In early September, The Philanthropy Roundtable filed an amicus brief supporting a petition to the Supreme Court for a writ of certiorari to review the judgment of the United States Court of Appeals for the Ninth Circuit in the case of Center for Competitive Politics (CCP) v. Harris. Earlier today, the Court announced its decision not to review the case. David Keating, president of the Center for Competitive Politics, issued the following statement.
“We are very disappointed that the Supreme Court decided not to review the 9th Circuit’s decision. The case is not over and we will study our legal options before making our next move. It is possible, for example, that the Court did not want to review the denial of a preliminary injunction and will decide to hear the case after the lower courts have ruled on the merits of the case.
“We call on Attorney General Kamala Harris to end this failed policy. Last week, it was revealed that over 1,400 supposedly confidential forms listing donors appeared on the state’s website.
“When the Attorney General’s head auditor was asked under oath how many times in the last 10 years the confidential information sought was ‘the reason [you] kicked off [an] investigation’ of a charity, he said ‘I don’t believe any of them.’ The office doesn’t need this information and has demonstrated its inability to keep these forms confidential. It’s time to end this anti-association policy permanently.”

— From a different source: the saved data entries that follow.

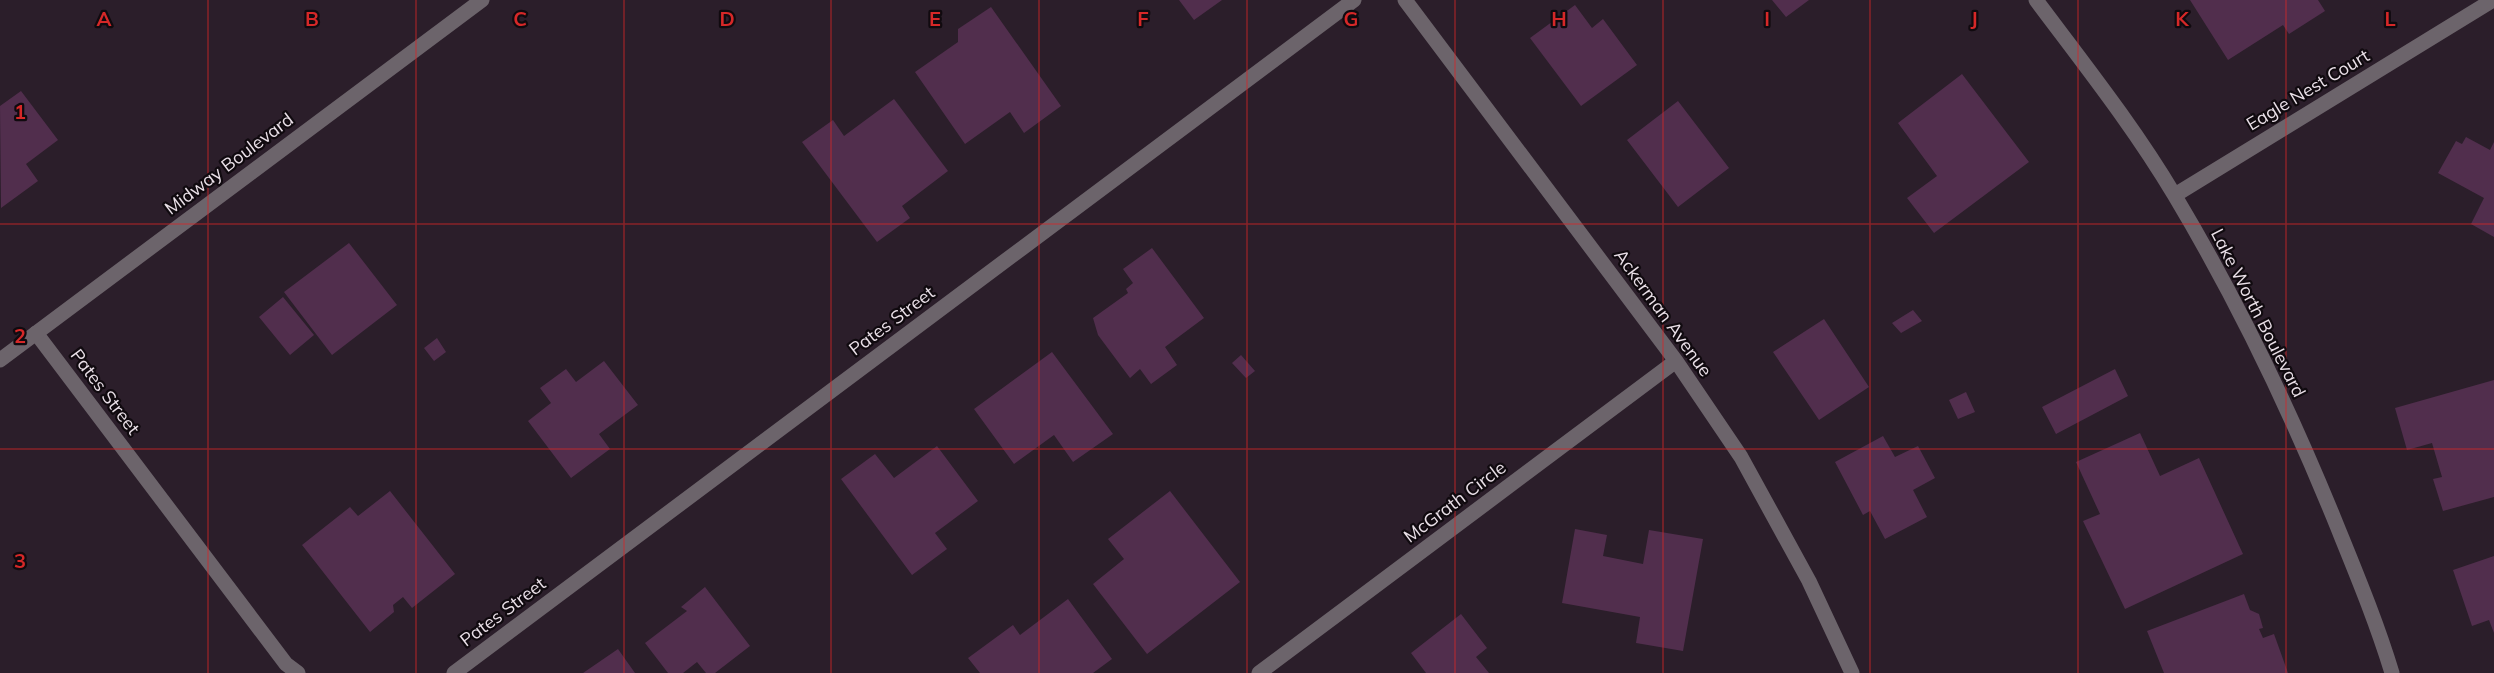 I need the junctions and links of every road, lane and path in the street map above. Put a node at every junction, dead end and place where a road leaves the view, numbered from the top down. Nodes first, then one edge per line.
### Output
1 (482, 0) edge
2 (1354, 0) edge
3 (1405, 0) edge
4 (2036, 0) edge
5 (2493, 0) edge
6 (2175, 195) junction
7 (36, 333) junction
8 (0, 360) edge
9 (1676, 361) junction
10 (298, 673) edge
11 (454, 673) edge
12 (1259, 673) edge
13 (1852, 673) edge
14 (2392, 673) edge

1 - 7 street, Midway Boulevard
2 - 11 street, Pates Street
3 - 9 street, Ackerman Avenue
4 - 6 street, Lake Worth Boulevard
5 - 6 street, Eagle Nest Court
6 - 14 street, Lake Worth Boulevard
7 - 8 street, Midway Boulevard
7 - 10 street, Pates Street
9 - 12 street, McGrath Circle
9 - 13 street, Ackerman Avenue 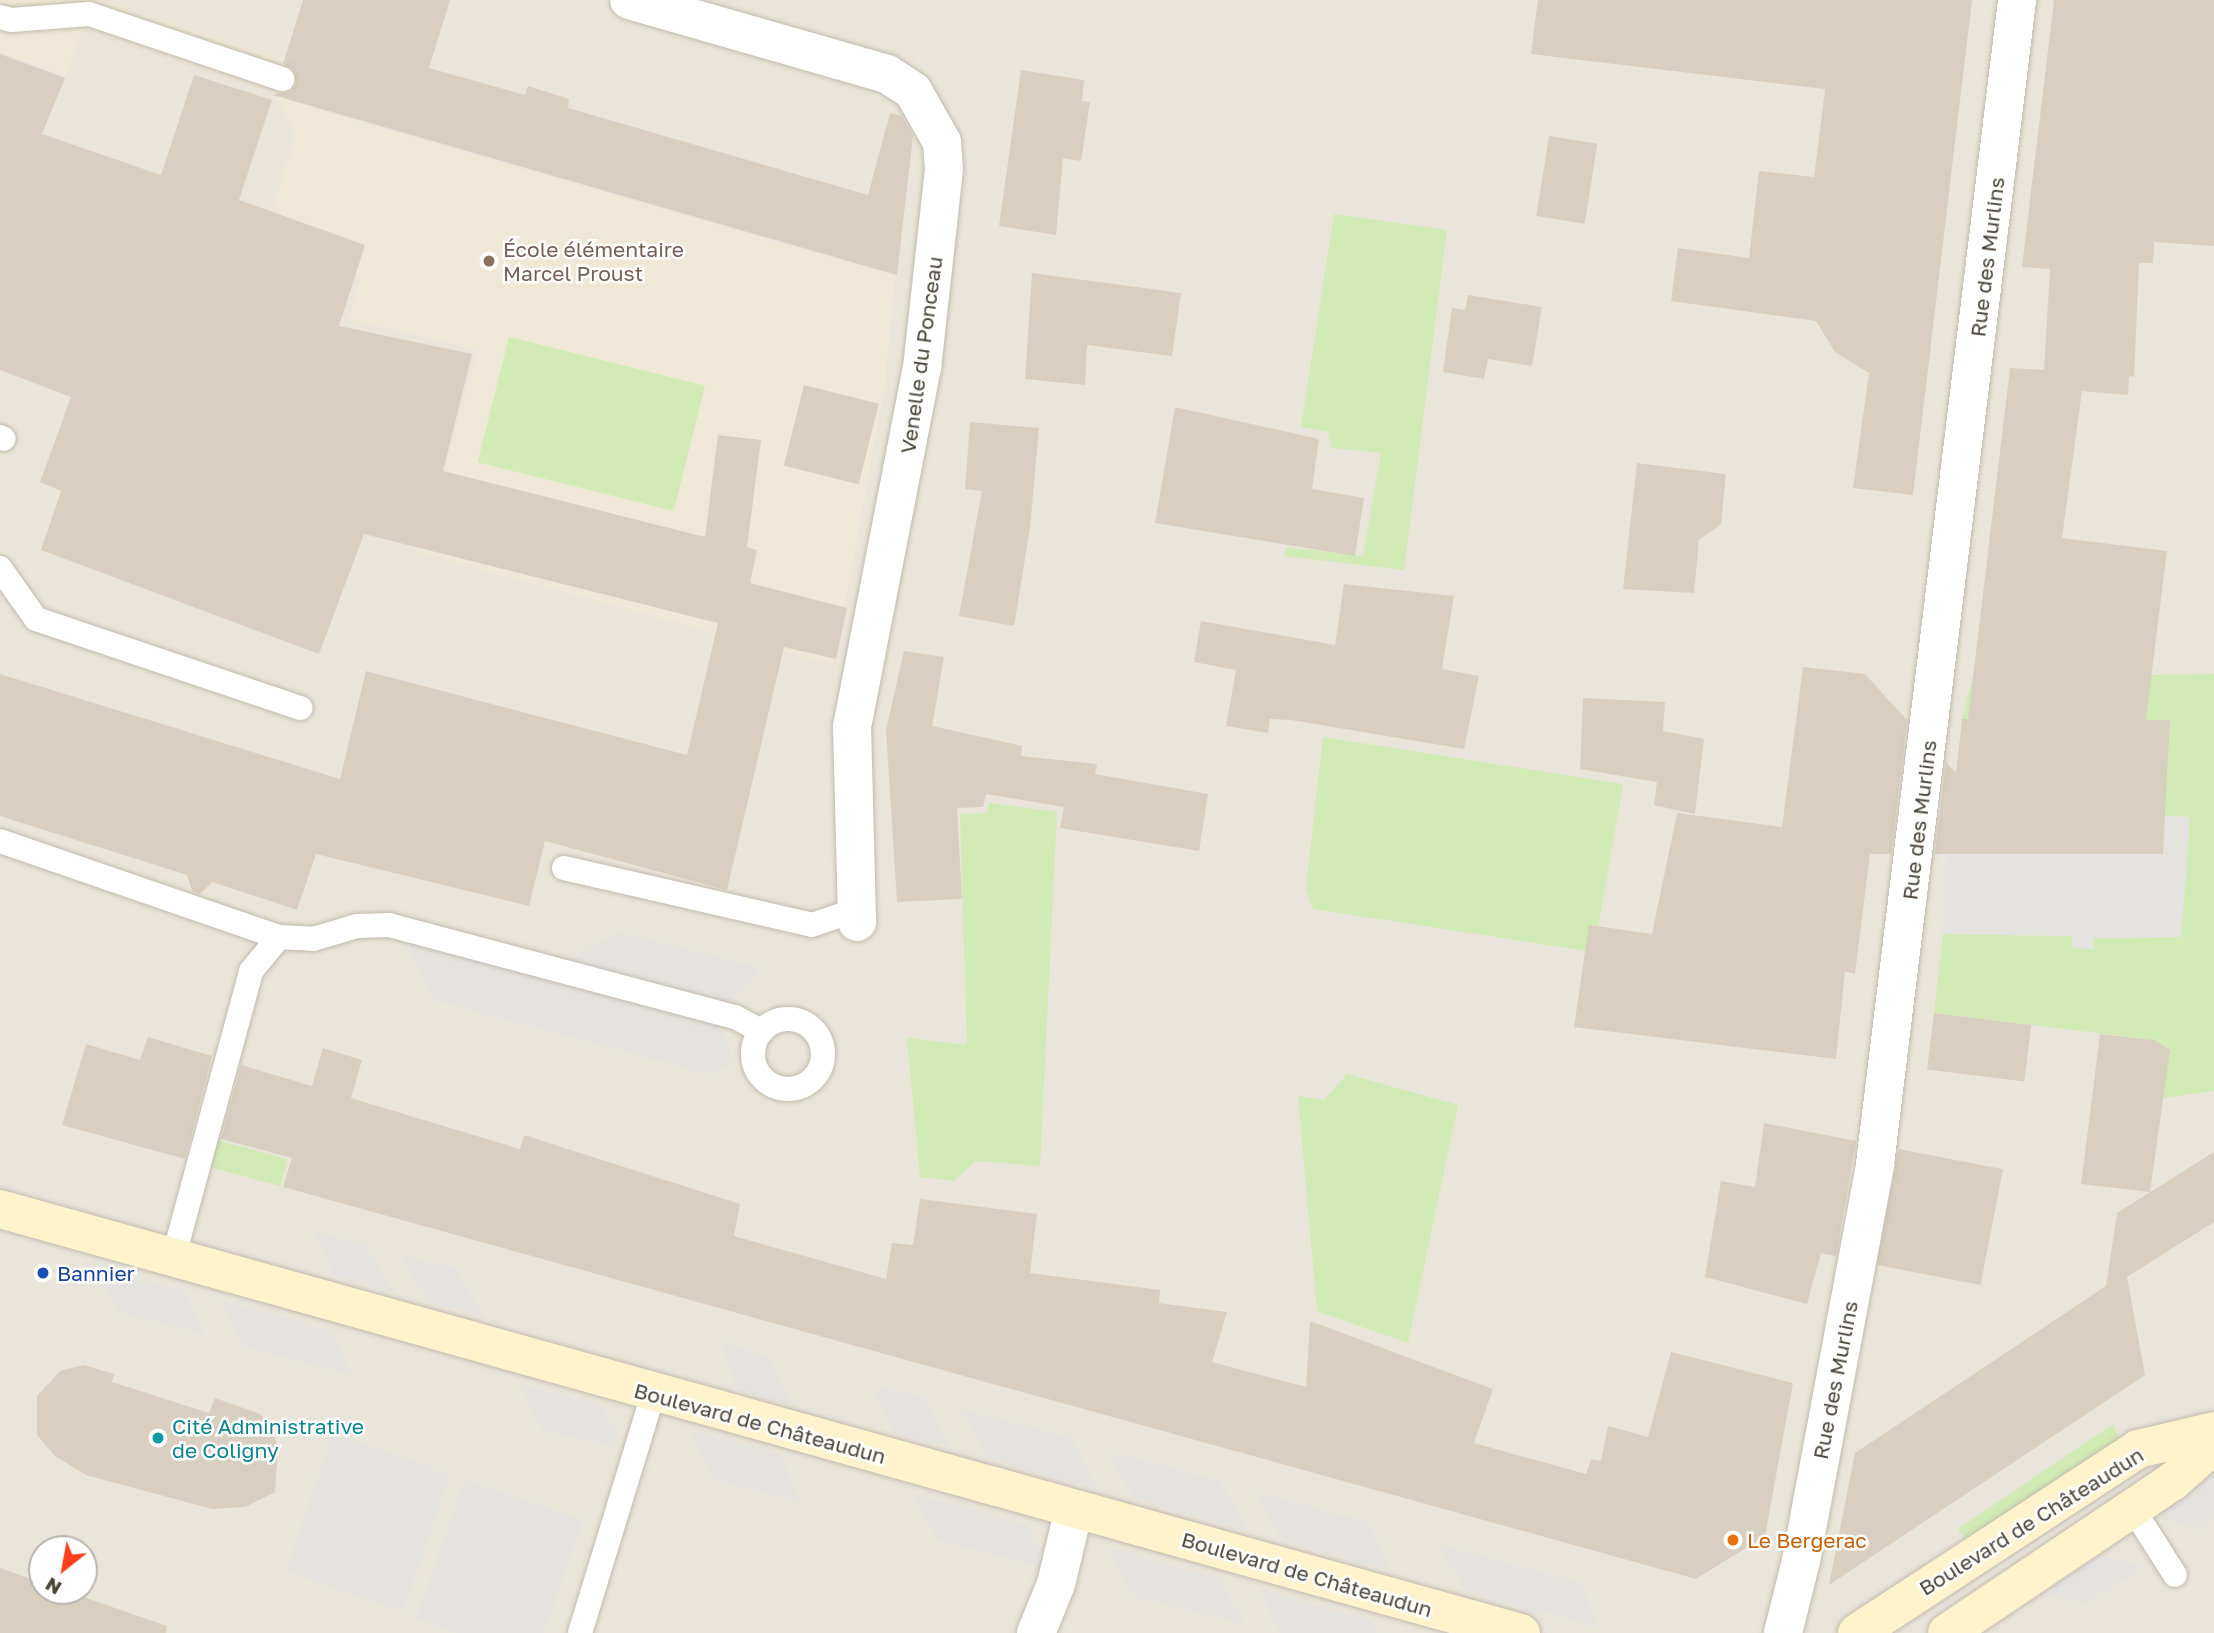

CCP v. Harris focused on the demand of California’s attorney general that all Form 990 submissions made to satisfy the filing requirements of that state’s charitable solicitation rules include an unredacted Schedule B. Schedule B includes the names, addresses, and contribution amounts of all major donors. Such a request has been made of nonprofits before, as noted by George Will in the Washington Post.
“In the 1950s, when the civil rights movement was surging, an Alabama court, pursuant to a state law requiring corporations doing business in the state to produce certain information, ordered the state chapter of the NAACP to produce, among other things, its membership lists. In 1958, the Supreme Court upheld the NAACP’s refusal, finding that forced disclosure would serve no compelling state interest and would deter civil rights supporters from exercising their constitutional rights of free speech and association.”
The Schedule B is submitted to the IRS on a confidential basis, and federal law prohibits the agency from releasing this information to anyone. Similar privacy protections do not exist in California. An editorial in the Washington Examiner expounded on this point.
“There is no reason for California to demand details about donors unless public officials plan to harass donors. It is reasonable to assume this is [attorney general Kamala] Harris’s probable purpose. There is no statute requiring it; it’s something that the attorney general, who happens to be a candidate for Senate, demanded on her own.”
The Manhattan Institute’s Howard Husock, writing in the Chronicle of Philanthropy, raised concern over the precedent set by justifying the violation of donor privacy in the interest of “generalized law-enforcement interests.”
“It is one thing for state officials, having been alerted to the possibility of wrongdoing, to request otherwise confidential records. It’s quite another to maintain files of all donors just in case some reason for suspicion might, at some point, arise.”
The Wall Street Journal similarly argued:
“If government officials really need donor information to enforce the law, they can use the regular legal method of establishing cause to suspect a crime and subpoenaing additional information. The question for the Supreme Court is whether Americans still have a right to associate in private, or whether politicians can compel disclosure that chills speech and damages the First Amendment.”
Our amicus brief reflected our core belief in philanthropic freedom – the right of Americans to choose how and where to spend their charitable assets – and our commitment to safeguard the freedom of donors and private foundations to carry out their diverse charitable goals and missions, in order to preserve their distinctive contributions. Donor privacy and confidentiality are essential to a vibrant civil society, and unwarranted state incursions into private charitable giving will chill the exercise of First Amendment freedoms which insure that donors may give even to controversial philanthropic causes—such as the 1950’s civil rights movement referenced by Will—without fear of harassment and reprisal. Donor privacy also protects those who choose to give anonymously for a variety of good reasons, including deeply held moral or religious beliefs, a sense of humility, a wish to lead a more private life, and the desire to minimize solicitations from other organizations.